Objective: We evaluated if epidemiological features of familial prostate cancer are associated with certain clinical or histopathological characteristics of the disease.
Methods: 463 German patients with familial prostate cancer who underwent radical prostatectomy were stratified according to several epidemiological criteria: (1). the apparent mode of disease transmission, (2). the average age of onset and (3). number of affected relatives/family, (4). whether or not they met the Johns Hopkins criteria of hereditary prostate cancer. The variables analysed included the Prostate Specific Antigen (PSA) and the digital rectal examination at diagnosis, histopathological characteristics of the prostatectomy specimen and relapse free 5-year survival rates. These characteristics were compared within the subsets of familial patients and compared to 492 control patients with sporadic prostate cancer.

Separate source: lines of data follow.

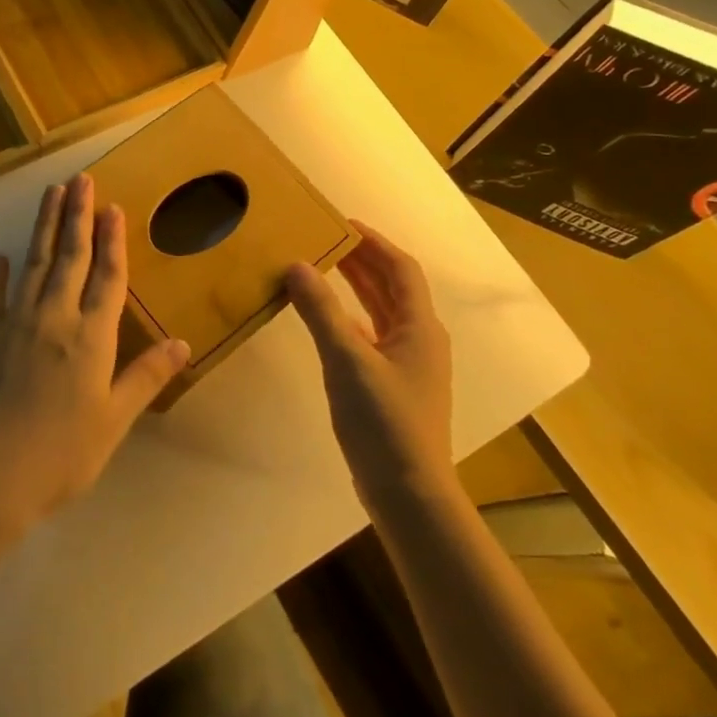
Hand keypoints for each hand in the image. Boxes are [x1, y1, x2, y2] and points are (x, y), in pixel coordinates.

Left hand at [0, 173, 190, 538]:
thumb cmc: (61, 454)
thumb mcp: (113, 420)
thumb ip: (145, 377)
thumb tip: (182, 342)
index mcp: (91, 336)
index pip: (107, 276)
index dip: (112, 240)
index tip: (112, 206)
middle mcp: (54, 317)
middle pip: (70, 257)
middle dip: (77, 216)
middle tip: (80, 180)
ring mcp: (15, 324)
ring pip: (34, 264)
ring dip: (44, 227)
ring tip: (51, 195)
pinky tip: (1, 258)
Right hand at [285, 222, 453, 507]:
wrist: (407, 493)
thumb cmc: (384, 421)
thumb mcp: (347, 360)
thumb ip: (321, 311)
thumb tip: (296, 264)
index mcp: (419, 327)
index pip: (400, 269)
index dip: (374, 242)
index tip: (342, 222)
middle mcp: (419, 340)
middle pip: (392, 287)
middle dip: (361, 261)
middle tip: (324, 238)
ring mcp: (407, 365)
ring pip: (381, 312)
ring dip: (356, 287)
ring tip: (322, 266)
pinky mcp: (392, 385)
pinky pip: (371, 335)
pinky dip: (350, 318)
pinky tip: (326, 318)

Results: Age of onset was the only clinical parameter differentiating familial and sporadic prostate cancer. Otherwise there was no association between epidemiological features of familial predisposition and the clinical presentation or outcome of the disease.

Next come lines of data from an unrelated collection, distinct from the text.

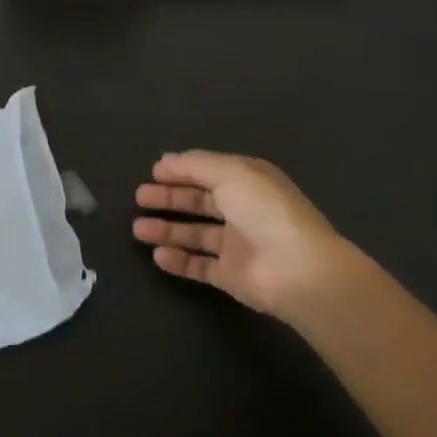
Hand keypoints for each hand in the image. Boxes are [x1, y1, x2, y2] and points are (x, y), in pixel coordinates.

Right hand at [133, 151, 362, 323]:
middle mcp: (242, 210)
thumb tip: (166, 160)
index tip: (153, 172)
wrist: (298, 270)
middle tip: (139, 197)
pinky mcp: (232, 276)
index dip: (181, 171)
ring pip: (196, 234)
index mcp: (247, 181)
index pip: (209, 172)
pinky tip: (157, 256)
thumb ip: (196, 165)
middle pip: (199, 201)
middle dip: (169, 198)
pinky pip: (200, 266)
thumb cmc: (265, 211)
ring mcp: (238, 245)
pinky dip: (179, 261)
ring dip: (167, 230)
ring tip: (138, 229)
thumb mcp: (231, 173)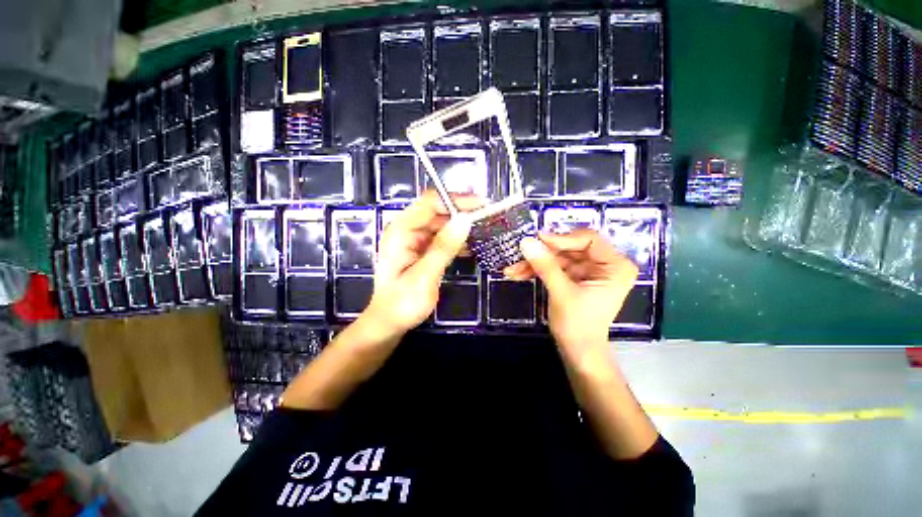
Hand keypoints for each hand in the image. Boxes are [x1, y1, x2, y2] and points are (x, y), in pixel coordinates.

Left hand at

Conclusions: Familial and sporadic prostate cancer seem to be the same disease. Alternatively it may be concluded that the common epidemiological features of familial prostate cancer are not useful to tell tumours that are based on inherited susceptibility apart from those that are not. Whether hereditary prostate cancer is clinically distinct from sporadic forms cannot be determined before the underlying genetic alterations are identified.